A Sports Radio Gameplan

The game plan? Make a call to every advertiser who owns a spot in your daypart. Strike up a conversation. Ask how business is going and what you can do to help them get more return on their investment in you and your daypart.

If you’re a sports radio talent who hasn’t embraced your digital audience or thought about a content piece outside your show, you’re late to the party. This is a great time to begin that process—the entry fee is as low as it’s ever been. People outside just your local market are the new targets for advertisers if you can build and enhance a digital following.

Why waste time with the same exercise every year—providing small talk with the market manager or finding out who has access to streaming audio statistics you don’t understand? Following Kimmel’s example proves that connecting with people in any way possible and re-enforcing that loyal following leads to a wall of protection no contract can provide.
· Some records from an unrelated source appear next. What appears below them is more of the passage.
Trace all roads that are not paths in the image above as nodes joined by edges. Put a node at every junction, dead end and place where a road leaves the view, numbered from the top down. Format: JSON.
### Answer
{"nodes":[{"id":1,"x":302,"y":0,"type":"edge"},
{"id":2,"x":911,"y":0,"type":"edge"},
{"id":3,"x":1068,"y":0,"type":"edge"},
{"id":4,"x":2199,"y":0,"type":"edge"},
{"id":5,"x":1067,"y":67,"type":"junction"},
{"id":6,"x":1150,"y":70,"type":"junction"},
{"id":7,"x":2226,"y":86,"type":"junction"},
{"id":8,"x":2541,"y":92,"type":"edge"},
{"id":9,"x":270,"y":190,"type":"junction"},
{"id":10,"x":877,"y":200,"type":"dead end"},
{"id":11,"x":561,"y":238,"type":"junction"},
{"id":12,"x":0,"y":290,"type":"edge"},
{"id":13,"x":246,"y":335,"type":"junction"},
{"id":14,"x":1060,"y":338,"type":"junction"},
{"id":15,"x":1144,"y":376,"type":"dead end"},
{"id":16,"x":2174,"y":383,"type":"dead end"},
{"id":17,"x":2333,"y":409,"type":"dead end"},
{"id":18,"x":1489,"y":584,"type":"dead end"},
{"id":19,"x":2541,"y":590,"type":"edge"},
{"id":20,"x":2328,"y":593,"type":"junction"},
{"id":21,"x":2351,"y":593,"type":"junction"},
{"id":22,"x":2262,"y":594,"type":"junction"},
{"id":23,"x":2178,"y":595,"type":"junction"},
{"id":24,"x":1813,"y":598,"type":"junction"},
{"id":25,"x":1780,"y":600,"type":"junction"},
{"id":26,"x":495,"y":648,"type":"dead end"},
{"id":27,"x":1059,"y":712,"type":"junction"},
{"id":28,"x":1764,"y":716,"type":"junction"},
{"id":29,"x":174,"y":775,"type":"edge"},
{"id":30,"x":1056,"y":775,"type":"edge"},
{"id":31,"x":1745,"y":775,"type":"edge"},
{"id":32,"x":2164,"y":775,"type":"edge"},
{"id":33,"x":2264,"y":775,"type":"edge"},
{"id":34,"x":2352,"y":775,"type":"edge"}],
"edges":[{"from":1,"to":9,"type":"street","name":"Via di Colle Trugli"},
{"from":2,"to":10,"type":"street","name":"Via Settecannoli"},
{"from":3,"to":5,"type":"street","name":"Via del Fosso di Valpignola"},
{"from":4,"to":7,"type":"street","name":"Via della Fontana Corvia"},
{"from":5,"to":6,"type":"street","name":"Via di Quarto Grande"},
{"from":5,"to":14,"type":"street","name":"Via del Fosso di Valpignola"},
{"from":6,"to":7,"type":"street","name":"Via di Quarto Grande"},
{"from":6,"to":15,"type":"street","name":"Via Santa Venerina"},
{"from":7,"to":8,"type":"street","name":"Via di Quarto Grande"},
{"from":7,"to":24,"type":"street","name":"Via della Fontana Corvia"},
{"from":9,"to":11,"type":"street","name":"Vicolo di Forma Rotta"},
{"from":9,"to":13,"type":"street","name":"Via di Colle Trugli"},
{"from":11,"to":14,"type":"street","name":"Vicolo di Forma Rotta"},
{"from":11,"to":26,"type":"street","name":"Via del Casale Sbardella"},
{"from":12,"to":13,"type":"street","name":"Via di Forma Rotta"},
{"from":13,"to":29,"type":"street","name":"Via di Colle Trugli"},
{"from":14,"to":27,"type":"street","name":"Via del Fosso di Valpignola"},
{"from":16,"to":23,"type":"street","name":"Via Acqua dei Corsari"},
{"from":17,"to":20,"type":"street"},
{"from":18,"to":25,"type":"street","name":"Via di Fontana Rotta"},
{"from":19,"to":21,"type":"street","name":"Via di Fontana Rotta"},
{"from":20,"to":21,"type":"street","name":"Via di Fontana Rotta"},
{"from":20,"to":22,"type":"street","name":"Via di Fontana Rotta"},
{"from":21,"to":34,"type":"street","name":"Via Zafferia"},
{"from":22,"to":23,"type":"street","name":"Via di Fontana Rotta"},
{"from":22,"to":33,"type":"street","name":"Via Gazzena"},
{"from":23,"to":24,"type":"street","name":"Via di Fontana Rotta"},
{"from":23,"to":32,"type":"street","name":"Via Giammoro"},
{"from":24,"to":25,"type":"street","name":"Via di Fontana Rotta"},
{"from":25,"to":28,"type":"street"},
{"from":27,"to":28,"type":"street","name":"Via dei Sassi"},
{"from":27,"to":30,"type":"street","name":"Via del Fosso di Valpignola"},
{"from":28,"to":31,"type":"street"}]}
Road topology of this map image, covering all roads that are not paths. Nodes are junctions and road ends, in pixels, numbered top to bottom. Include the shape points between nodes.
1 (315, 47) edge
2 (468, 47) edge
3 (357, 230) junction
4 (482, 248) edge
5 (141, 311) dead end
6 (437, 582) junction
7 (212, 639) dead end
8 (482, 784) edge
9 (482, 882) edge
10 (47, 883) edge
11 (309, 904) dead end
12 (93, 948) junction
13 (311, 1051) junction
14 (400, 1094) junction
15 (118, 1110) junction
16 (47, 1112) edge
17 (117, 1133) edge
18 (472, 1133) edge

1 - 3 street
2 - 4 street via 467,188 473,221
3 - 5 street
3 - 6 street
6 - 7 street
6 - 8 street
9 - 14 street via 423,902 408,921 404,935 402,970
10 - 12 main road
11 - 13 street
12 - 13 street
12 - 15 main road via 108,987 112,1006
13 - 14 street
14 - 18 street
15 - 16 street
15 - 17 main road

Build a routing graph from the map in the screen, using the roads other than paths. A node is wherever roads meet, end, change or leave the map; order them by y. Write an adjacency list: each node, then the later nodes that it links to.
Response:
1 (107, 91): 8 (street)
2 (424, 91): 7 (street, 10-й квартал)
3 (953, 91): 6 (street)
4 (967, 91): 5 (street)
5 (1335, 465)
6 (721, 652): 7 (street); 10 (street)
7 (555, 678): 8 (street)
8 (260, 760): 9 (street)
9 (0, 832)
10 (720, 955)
At the end of the day, the clearest message from the Jimmy Kimmel saga isn’t about contracts, corporate clauses, or even content—it’s about connection. Sports radio talent who prioritize relationships with their audience and advertisers build a safety net stronger than any ratings book.

When people believe in you, they’ll fight for you. And as we’ve seen time and again, in sports radio and beyond, it’s the people—not the paperwork—that ultimately decide who stays behind the microphone.

Welcome to Q4.

Barrett Media produces daily content on the music, news, and sports media industries. To stay updated, sign up for our newsletters and get the latest information delivered straight to your inbox.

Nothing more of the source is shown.